La Bible met en valeur le long cheminement du peuple d’Israël et montre comment Dieu a lentement préparé la venue du Christ. Ce qui est passionnant dans la Bible, c’est qu’elle raconte toute l’histoire de l’amour entre Dieu et l’humanité. Cela commence par la fraîcheur d’un premier amour, puis viennent les limites et même les infidélités. Mais Dieu ne se fatigue pas d’aimer, il cherche toujours son peuple. En fait, la Bible est l’histoire de la fidélité de Dieu. « Une femme oublie-t-elle son petit enfant ? Même s’il y en avait une qui oubliait, moi je ne t’oublierai pas. » (Is 49.15)

Lire cette longue histoire peut éveiller en nous le sens des lentes maturations. Parfois nous voudrions tout, tout de suite, sans voir la valeur du temps du mûrissement ! Mais les psaumes nous ouvrent une autre perspective : « Mes temps sont dans ta main, Seigneur. » (Ps. 31.16)

Savoir attendre … Etre là, simplement, gratuitement. Se mettre à genoux pour reconnaître, même avec le corps, que Dieu agit tout autrement que nous l’imaginions. Ouvrir les mains, en signe d’accueil. La réponse de Dieu nous surprendra toujours. En nous préparant à Noël, l’Avent nous prépare à l’accueillir.

Même si nous n’arrivons pas toujours à exprimer notre désir intérieur par des paroles, faire silence est déjà l’expression d’une ouverture à Dieu. Pendant cette période de l’Avent, nous nous rappelons que Dieu lui-même est venu, à Bethléem, dans un grand silence.

Le vitrail de l’Annonciation, qui se trouve dans l’église de Taizé, fait voir la Vierge Marie toute recueillie et disponible, elle se tient en silence dans l’attente que se réalise la promesse de l’ange de Dieu.

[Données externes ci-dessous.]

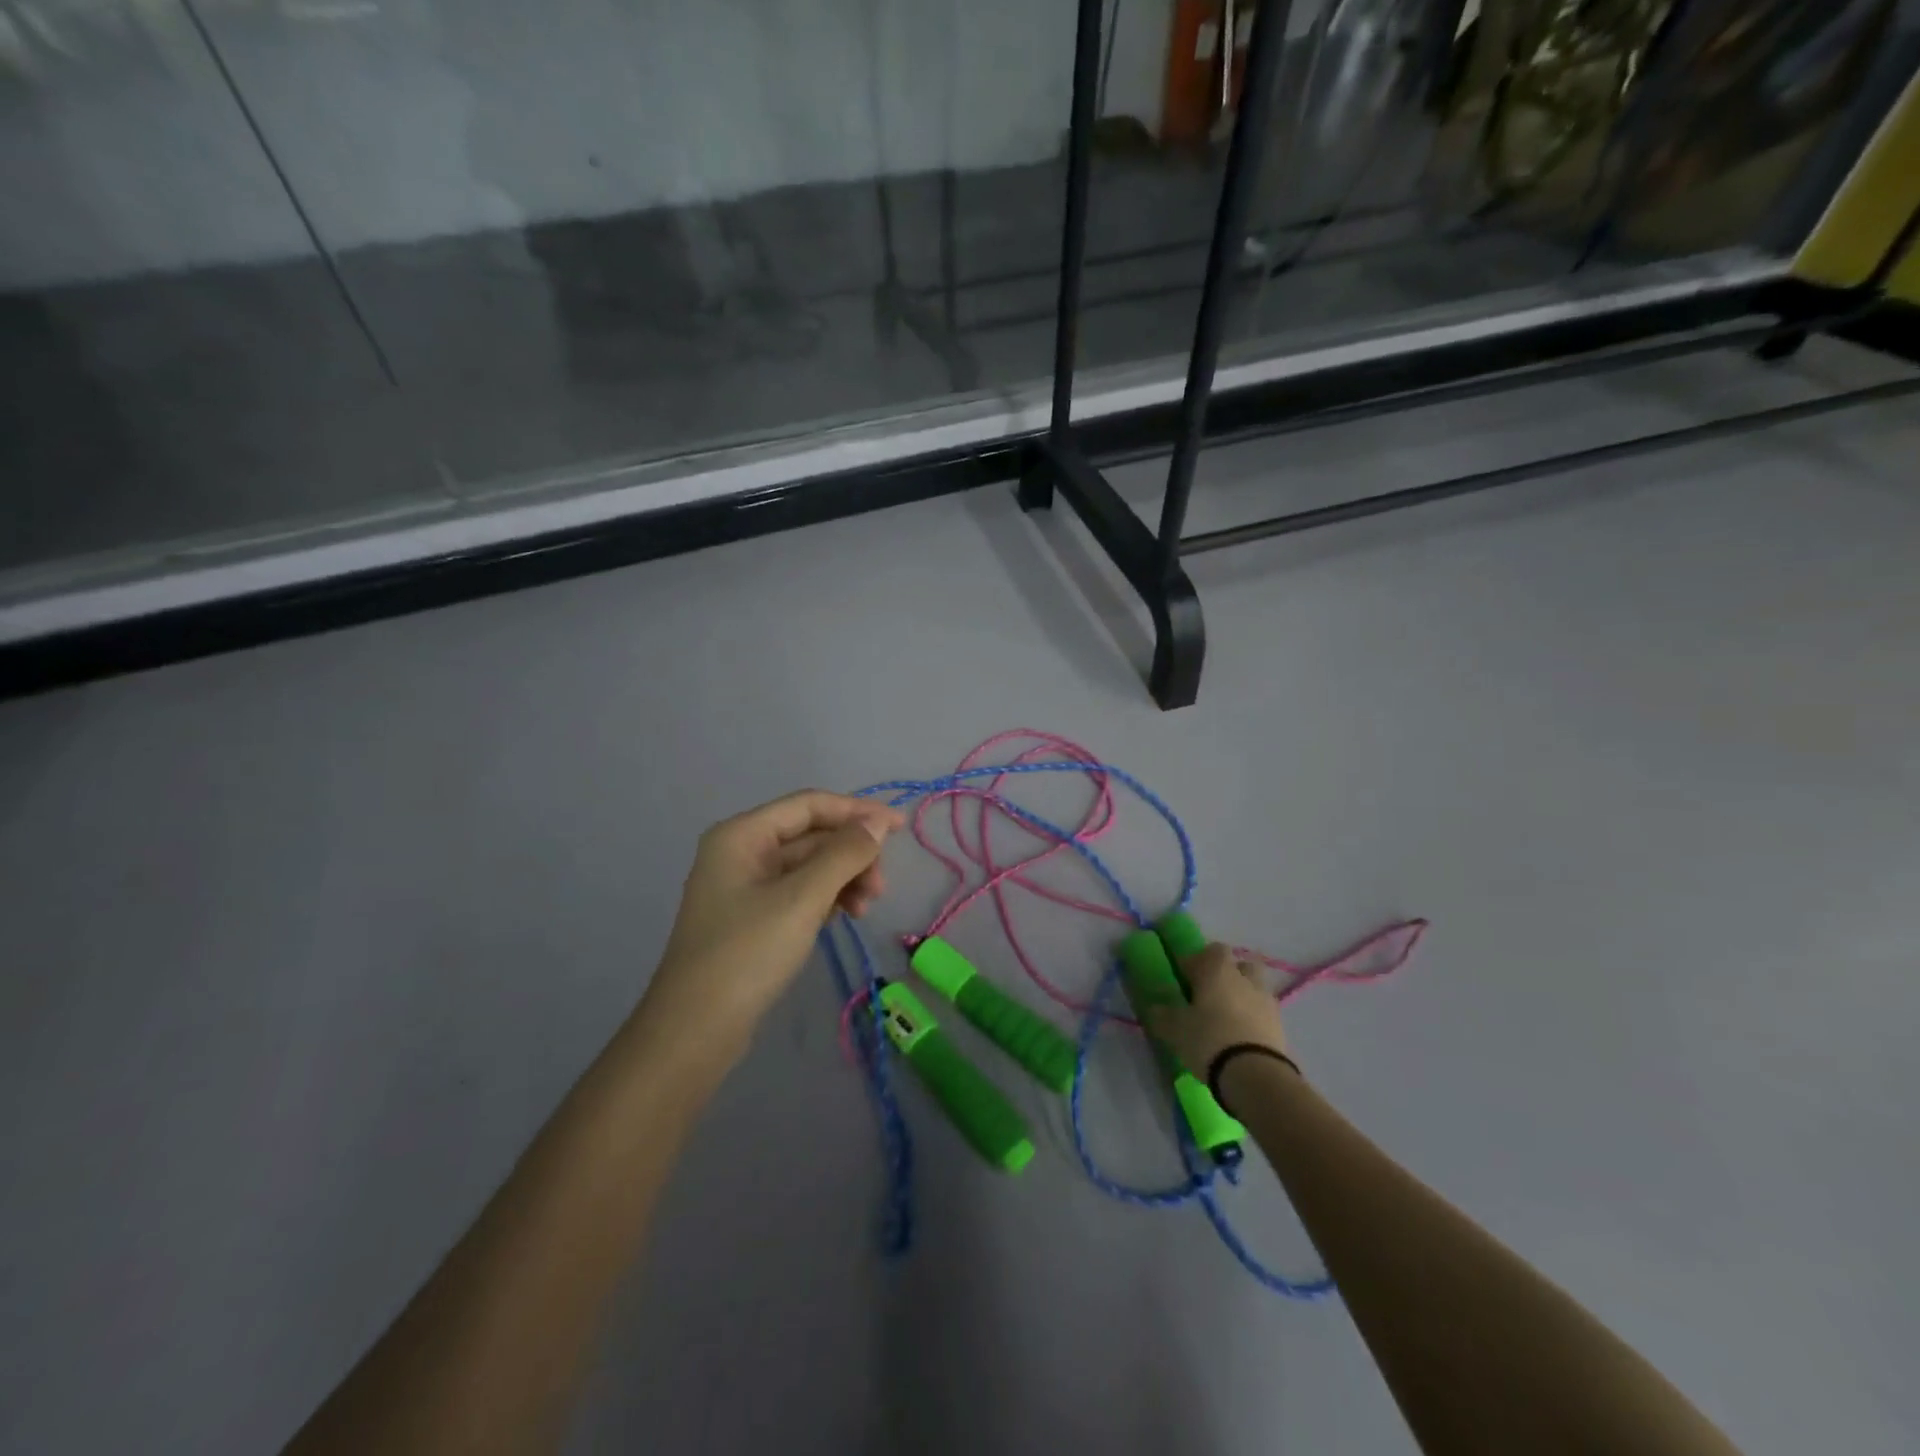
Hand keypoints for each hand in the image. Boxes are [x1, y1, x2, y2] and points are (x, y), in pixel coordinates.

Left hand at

Comme la longue histoire qui a précédé le Christ a été le prélude à sa venue sur la terre, de même l’Avent permet pour nous chaque année une ouverture progressive à la présence du Christ en nous. Jésus discerne notre attente comme il a discerné un jour celle de Zachée. Et comme à lui, il nous dit : « Il me faut aujourd’hui demeurer chez toi. » (Luc 19.5)

Laissons naître en nous la joie de Zachée. Alors nos cœurs comme le sien s’ouvriront aux autres. Lui décide de donner la moitié de ses biens aux pauvres. Nous, aujourd’hui, nous savons qu’une grande part de l’humanité a soif d’un minimum de bien-être matériel, de justice, de paix. Pendant le temps de l’Avent, y a-t-il des solidarités que nous pouvons assumer dans notre vie ?

Les textes qui sont lus dans la liturgie pendant l’Avent expriment comme un rêve de paix universelle : « grande paix jusqu’à la fin des lunes » (Ps 72,7), « une paix sans fin » (Is 9,6), une terre où « le loup habite avec l’agneau » et où il n’y a plus de violence (Is 11,1-9).

Ce sont des textes poétiques mais ils réveillent en nous une ardeur. Et nous voyons que « la paix sur la terre » peut germer dans des réconciliations qui s’accomplissent, dans la confiance que les uns retrouvent avec les autres. La confiance est comme un petit grain de moutarde qui va croître et, peu à peu, devenir le grand arbre du règne de Dieu où s’étend une « paix sans fin ». La confiance sur la terre est un humble début de la paix.